Saved entries
------------------------------

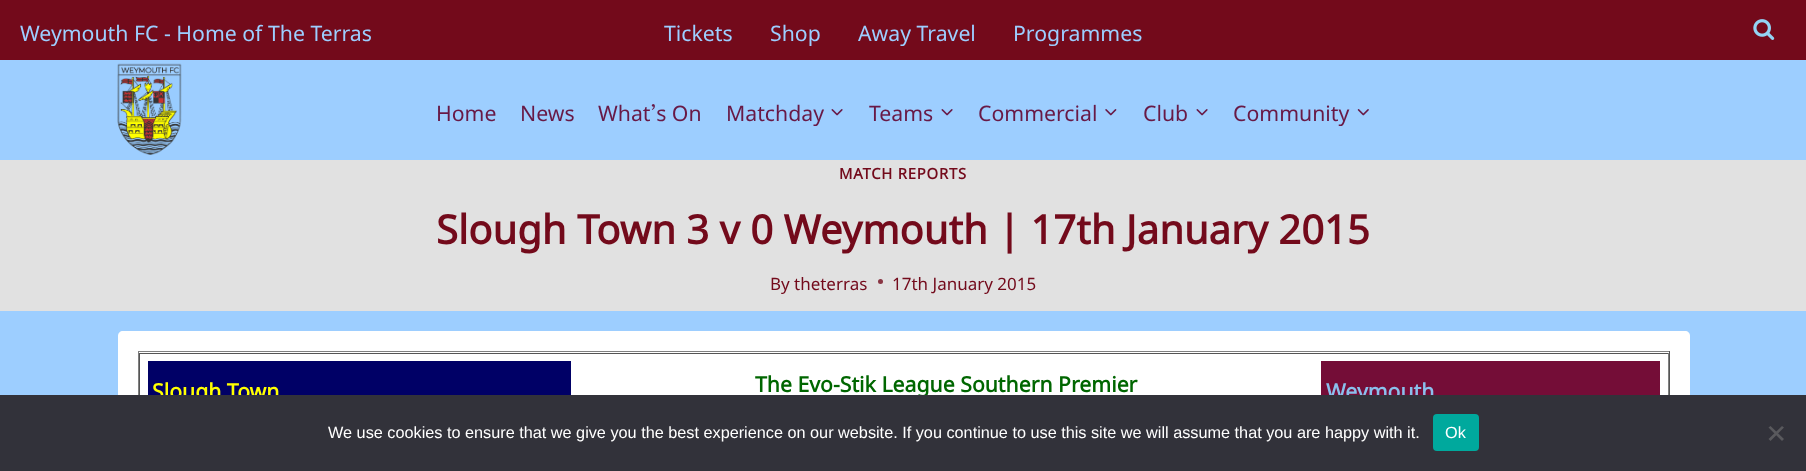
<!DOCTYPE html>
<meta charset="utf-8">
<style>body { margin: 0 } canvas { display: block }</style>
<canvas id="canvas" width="1806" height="471"></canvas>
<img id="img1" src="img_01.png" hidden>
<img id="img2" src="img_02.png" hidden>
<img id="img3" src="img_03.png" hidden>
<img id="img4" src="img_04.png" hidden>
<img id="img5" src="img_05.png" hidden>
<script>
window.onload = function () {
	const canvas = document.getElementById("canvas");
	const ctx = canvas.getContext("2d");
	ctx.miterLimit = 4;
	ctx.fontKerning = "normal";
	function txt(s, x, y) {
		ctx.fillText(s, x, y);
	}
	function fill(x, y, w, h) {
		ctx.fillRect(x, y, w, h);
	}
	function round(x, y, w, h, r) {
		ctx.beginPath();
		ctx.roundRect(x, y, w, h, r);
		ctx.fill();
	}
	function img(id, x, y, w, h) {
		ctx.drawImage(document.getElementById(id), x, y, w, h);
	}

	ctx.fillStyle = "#9DCEFF";
	fill(0, 0, 1806, 471);
	ctx.fillStyle = "#730A1B";
	fill(0, 0, 1806, 60);
	img("img1", 1753, 19, 22, 21);
	img("img2", 117, 63, 65, 92);
	img("img3", 831, 109, 12, 7);
	img("img3", 941, 109, 12, 7);
	img("img4", 1105, 109, 12, 7);
	img("img3", 1196, 109, 12, 7);
	img("img5", 1357, 109, 12, 7);
	ctx.fillStyle = "#E1E1E1";
	fill(0, 160, 1806, 151);
	ctx.fillStyle = "#893543";
	ctx.beginPath();
	ctx.arc(880.5, 281.5, 2.5, 0, Math.PI * 2);
	ctx.fill();
	ctx.fillStyle = "#FFFFFF";
	ctx.beginPath();
	ctx.moveTo(123, 331);
	ctx.lineTo(1685, 331);
	ctx.bezierCurveTo(1688, 331, 1690, 333, 1690, 336);
	ctx.lineTo(1690, 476);
	ctx.lineTo(118, 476);
	ctx.lineTo(118, 336);
	ctx.bezierCurveTo(118, 333, 120, 331, 123, 331);
	ctx.closePath();
	ctx.fill();
	ctx.fillStyle = "#808080";
	fill(138, 351, 1532, 1);
	ctx.fillStyle = "#555555";
	fill(1669, 351, 1, 44);
	ctx.fillStyle = "#808080";
	fill(138, 351, 1, 44);
	ctx.fillStyle = "#555555";
	fill(139, 353, 1530, 1);
	ctx.fillStyle = "#808080";
	fill(1668, 353, 1, 42);
	ctx.fillStyle = "#555555";
	fill(139, 353, 1, 42);
	ctx.fillStyle = "#000066";
	fill(148, 361, 423, 34);
	ctx.fillStyle = "#740D37";
	fill(1321, 361, 339, 34);
	ctx.font = "21.25px Noto Sans Mongolian";
	ctx.fillStyle = "#9DCEFF";
	txt("Weymouth FC - Home of The Terras", 20, 41);
	txt("Tickets", 664, 41);
	txt("Shop", 770, 41);
	txt("Away Travel", 858, 41);
	txt("Programmes", 1013, 41);
	ctx.fillStyle = "#681946";
	txt("Home", 436, 121);
	txt("News", 520, 121);
	txt("What’s On", 598, 121);
	txt("Matchday", 726, 121);
	txt("Teams", 869, 121);
	txt("Commercial", 978, 121);
	txt("Club", 1143, 121);
	txt("Community", 1233, 121);
	ctx.letterSpacing = "0.75px";
	ctx.font = "bold 14.9px Noto Sans Mongolian";
	ctx.fillStyle = "#730A1B";
	txt("MATCH REPORTS", 839, 179);
	ctx.letterSpacing = "0px";
	ctx.font = "bold 40px Noto Sans Mongolian";
	txt("Slough Town 3 v 0 Weymouth | 17th January 2015", 436, 244);
	ctx.font = "17px Noto Sans Mongolian";
	txt("By", 770, 290);
	txt("theterras", 794, 290);
	txt("17th January 2015", 892, 290);
	ctx.font = "bold 21.25px Noto Sans Mongolian";
	ctx.fillStyle = "#FFFF00";
	txt("Slough Town", 152, 399);
	ctx.fillStyle = "#006600";
	txt("The Evo-Stik League Southern Premier", 755, 392);
	ctx.fillStyle = "#8AC0EC";
	txt("Weymouth", 1326, 399);
	ctx.fillStyle = "#32323A";
	fill(0, 395, 1806, 76);
	ctx.font = "16.25px Liberation Sans";
	ctx.fillStyle = "#FFFFFF";
	txt("We use cookies to ensure that we give you the best experience on our website. If you continue to use this site we will assume that you are happy with it.", 328, 438);
	ctx.fillStyle = "#00A99D";
	round(1433, 414, 46, 37, 4);
	ctx.fillStyle = "#FFFFFF";
	txt("Ok", 1445, 438);
	ctx.fillStyle = "#59595D";
	ctx.beginPath();
	ctx.moveTo(1782, 426);
	ctx.lineTo(1784, 427.5);
	ctx.lineTo(1770.5, 441);
	ctx.lineTo(1768.5, 439);
	ctx.closePath();
	ctx.fill();
	ctx.beginPath();
	ctx.moveTo(1768.5, 427.5);
	ctx.lineTo(1770.5, 426);
	ctx.lineTo(1784, 439);
	ctx.lineTo(1782, 441);
	ctx.closePath();
	ctx.fill();
};
</script>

------------------------------

Search the records for the word "hidden", then list every line that has it.

> _EXERCISE OUTPUT_
<img id="img1" src="img_01.png" hidden>
<img id="img2" src="img_02.png" hidden>
<img id="img3" src="img_03.png" hidden>
<img id="img4" src="img_04.png" hidden>
<img id="img5" src="img_05.png" hidden>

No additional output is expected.